Published online by Cambridge University Press: 15 October 2019
Oh Christ, not another bloody conference! Who needs them? And a mega-conference, to boot: even more papers I don't want to hear and even more people I don't want to meet…
I am not – how shall I put it? – a natural conference animal. Some mixture of intellectual impatience, inability to sit still for long periods, and a resistance to all that promiscuous nodding and agreeing has led me largely to shun such events. But, as a result of some fatal brew of duty and delusion, I had let myself in for this one, and anyway there would be the consolations of Grey Street and Newcastle's surprisingly rich legacy of 1820s and 1830s architecture, as well as the chance to see more by going running with one of my fellow-panellists. And once I was there, I thought I might as well go to as many sessions as possible: as in other areas of life, hope retains an astonishing capacity to triumph over experience.
This is not a conversion narrative. I didn't suddenly see the light, and I will admit to sneaking out to a nearby Caffé Nero at one point, partly just to have (better) coffee, but partly to escape for half an hour from the obligation to be so nice to everyone. But I did notice that even I, least promising of recruits, seemed to be getting caught up in the spirit of the thing, and I made sure I was back in time for the beginning of the next session.
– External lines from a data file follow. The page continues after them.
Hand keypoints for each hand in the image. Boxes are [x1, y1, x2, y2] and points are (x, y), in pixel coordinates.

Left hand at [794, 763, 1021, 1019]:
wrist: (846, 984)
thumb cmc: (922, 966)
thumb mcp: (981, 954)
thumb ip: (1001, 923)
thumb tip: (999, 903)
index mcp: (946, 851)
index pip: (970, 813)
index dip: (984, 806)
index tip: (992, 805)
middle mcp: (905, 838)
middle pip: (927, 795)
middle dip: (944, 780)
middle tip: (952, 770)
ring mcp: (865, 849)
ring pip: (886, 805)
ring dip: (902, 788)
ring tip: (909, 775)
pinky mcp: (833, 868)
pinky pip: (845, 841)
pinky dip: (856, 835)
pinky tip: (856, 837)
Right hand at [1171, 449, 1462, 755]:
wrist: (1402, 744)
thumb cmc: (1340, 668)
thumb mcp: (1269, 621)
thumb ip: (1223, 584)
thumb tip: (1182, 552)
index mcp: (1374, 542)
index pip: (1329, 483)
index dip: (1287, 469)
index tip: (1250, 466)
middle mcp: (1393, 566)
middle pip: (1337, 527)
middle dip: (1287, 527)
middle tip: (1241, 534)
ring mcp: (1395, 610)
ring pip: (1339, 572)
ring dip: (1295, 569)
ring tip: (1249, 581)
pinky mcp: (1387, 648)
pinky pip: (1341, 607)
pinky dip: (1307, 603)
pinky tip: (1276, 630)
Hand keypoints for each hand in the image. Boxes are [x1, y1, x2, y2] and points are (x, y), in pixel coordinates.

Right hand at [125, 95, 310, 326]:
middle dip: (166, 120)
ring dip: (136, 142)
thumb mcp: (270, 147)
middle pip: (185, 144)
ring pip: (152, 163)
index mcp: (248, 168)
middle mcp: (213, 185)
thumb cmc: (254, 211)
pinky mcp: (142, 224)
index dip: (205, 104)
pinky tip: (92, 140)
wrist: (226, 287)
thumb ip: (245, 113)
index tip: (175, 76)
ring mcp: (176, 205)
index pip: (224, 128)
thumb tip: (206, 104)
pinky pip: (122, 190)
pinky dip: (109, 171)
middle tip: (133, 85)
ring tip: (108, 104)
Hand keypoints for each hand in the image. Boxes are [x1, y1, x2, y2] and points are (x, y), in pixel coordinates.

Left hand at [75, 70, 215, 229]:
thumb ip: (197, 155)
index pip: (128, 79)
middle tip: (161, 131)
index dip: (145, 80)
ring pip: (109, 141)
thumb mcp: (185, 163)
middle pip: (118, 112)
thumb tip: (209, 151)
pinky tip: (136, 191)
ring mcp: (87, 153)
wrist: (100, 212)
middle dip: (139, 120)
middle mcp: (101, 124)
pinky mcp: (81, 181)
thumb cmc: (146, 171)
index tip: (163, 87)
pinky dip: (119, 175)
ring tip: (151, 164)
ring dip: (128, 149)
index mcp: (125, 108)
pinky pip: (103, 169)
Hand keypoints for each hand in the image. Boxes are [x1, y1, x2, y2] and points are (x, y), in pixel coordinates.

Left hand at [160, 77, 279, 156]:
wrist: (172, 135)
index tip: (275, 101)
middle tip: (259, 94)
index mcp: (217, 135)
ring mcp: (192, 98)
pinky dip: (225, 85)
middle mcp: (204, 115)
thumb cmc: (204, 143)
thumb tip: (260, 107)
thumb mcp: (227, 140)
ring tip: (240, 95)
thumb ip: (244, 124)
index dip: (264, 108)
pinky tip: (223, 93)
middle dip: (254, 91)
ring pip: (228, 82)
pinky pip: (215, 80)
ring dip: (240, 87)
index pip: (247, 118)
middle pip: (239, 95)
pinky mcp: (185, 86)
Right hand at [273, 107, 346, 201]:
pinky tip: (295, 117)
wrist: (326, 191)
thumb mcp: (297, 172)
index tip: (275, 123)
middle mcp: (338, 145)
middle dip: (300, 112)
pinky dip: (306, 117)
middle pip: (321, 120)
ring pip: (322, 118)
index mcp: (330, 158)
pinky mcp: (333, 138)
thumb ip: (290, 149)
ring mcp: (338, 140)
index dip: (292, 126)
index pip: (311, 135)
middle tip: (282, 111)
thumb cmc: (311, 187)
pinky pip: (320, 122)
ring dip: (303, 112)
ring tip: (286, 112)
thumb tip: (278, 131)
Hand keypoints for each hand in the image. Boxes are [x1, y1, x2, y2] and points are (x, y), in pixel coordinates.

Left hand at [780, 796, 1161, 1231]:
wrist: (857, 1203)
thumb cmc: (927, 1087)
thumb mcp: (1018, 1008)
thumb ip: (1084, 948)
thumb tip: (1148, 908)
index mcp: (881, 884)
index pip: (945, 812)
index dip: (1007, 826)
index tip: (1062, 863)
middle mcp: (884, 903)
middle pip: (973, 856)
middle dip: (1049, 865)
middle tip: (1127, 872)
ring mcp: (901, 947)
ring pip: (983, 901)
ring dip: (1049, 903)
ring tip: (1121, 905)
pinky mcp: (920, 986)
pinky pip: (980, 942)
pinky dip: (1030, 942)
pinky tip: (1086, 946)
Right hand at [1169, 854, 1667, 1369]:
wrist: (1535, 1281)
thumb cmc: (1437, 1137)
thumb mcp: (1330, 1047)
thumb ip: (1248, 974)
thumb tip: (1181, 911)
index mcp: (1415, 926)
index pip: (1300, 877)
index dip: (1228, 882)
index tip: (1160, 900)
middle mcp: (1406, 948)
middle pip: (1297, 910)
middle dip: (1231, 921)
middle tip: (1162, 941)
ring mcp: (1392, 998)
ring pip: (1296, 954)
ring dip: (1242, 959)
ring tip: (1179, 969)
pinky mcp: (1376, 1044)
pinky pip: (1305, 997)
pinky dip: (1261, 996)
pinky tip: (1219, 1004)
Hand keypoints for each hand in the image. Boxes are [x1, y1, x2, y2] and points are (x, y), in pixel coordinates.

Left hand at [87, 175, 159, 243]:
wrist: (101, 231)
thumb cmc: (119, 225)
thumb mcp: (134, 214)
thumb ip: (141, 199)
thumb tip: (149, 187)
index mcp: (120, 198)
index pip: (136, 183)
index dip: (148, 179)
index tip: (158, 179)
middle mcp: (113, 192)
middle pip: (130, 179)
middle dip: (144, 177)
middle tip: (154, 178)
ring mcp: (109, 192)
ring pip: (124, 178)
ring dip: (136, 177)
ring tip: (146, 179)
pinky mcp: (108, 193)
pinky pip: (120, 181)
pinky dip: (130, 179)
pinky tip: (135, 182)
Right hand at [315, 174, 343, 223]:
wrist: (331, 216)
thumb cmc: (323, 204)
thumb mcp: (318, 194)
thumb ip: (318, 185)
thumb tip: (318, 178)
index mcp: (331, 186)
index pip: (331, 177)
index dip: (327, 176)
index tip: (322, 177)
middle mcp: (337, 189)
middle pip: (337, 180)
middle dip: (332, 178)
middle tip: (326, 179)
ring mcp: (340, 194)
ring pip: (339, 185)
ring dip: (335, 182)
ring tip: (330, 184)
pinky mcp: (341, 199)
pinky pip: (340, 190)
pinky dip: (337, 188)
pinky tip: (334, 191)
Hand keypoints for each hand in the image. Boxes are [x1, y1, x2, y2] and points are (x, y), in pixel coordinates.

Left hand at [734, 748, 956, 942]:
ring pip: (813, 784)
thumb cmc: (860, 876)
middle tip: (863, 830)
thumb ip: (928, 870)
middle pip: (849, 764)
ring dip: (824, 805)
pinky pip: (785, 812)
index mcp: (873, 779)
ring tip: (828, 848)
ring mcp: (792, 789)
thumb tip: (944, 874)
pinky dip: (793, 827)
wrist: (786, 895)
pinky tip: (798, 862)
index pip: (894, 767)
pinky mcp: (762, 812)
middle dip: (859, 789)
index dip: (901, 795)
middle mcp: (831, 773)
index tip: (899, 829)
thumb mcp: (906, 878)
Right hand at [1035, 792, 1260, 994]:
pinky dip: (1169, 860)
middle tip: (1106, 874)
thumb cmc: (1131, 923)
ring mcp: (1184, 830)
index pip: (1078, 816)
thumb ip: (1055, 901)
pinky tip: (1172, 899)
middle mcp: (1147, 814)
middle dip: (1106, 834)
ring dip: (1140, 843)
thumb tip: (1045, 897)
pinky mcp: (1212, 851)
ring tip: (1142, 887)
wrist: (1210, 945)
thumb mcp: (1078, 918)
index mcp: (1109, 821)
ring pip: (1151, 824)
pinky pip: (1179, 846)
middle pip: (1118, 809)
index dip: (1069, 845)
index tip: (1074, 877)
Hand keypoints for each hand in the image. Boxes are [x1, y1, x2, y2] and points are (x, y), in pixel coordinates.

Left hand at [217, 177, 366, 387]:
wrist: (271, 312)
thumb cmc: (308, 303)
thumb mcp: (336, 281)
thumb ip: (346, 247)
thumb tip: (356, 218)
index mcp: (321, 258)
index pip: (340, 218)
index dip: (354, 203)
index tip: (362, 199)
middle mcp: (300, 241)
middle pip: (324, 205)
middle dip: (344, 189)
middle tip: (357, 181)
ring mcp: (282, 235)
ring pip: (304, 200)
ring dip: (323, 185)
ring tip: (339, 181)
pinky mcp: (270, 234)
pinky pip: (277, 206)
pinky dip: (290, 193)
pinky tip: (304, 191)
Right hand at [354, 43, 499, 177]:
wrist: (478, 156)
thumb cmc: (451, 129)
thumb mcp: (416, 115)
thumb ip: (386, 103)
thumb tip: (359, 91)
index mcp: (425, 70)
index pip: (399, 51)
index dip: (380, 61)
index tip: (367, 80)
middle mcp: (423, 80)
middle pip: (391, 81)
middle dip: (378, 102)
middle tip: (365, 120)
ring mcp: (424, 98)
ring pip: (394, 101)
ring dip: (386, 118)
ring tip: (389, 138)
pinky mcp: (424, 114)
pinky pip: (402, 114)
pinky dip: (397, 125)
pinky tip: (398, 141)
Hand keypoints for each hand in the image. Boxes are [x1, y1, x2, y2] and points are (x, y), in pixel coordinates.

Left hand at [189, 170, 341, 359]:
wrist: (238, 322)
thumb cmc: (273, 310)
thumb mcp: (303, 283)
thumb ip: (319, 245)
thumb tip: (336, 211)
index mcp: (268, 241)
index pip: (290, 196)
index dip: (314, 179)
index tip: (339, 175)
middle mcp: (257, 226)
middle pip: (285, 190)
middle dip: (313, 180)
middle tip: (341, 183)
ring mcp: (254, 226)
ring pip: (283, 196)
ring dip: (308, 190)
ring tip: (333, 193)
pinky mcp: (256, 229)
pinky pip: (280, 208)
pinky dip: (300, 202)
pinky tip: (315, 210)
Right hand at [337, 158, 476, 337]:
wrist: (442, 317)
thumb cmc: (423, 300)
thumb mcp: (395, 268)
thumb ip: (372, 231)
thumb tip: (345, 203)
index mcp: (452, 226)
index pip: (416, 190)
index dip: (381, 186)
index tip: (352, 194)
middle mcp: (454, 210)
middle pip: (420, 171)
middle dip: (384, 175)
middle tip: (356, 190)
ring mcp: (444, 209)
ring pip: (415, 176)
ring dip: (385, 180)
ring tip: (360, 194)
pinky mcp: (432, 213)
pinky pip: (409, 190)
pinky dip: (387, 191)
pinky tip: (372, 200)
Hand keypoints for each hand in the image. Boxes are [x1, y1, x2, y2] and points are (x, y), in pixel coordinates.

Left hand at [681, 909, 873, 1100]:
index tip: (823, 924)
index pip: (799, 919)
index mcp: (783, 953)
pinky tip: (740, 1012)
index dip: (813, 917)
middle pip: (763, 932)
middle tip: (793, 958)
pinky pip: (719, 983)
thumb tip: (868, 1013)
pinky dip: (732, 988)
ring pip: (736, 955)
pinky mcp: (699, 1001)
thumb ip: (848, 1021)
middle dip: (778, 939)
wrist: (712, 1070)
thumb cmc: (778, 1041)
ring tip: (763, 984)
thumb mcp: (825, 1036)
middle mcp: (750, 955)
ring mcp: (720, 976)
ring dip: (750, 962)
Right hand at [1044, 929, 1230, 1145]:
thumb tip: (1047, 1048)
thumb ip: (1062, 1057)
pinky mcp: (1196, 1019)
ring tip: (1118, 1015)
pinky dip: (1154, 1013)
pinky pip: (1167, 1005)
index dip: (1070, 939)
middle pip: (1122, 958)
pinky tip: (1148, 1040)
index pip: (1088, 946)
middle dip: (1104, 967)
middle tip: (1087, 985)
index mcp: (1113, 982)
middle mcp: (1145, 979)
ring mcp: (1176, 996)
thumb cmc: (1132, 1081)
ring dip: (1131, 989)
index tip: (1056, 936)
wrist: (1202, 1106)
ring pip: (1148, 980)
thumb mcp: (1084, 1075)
My choice of which sessions to attend was dictated by an unsteady combination of intellectual inclination and self-improvement. That I went to sessions called things like ‘Broadcasting English’ and ‘Literary criticism in an age of radical politics’ may have been predictable, but in the end I spent even more time going to sessions on ‘employability’, ‘funding’, ‘early-career opportunities’, and so on. I have had, by any standards, an extraordinarily fortunate career, holding tenured posts in excellent universities during better times. People like me need to hear from, and not just about, those whose circumstances have been dramatically less favourable, not as a kind of voyeurism or slumming, but to keep us real and to chasten our sense of what it takes to go on teaching English as a member of British academia's growing precariat.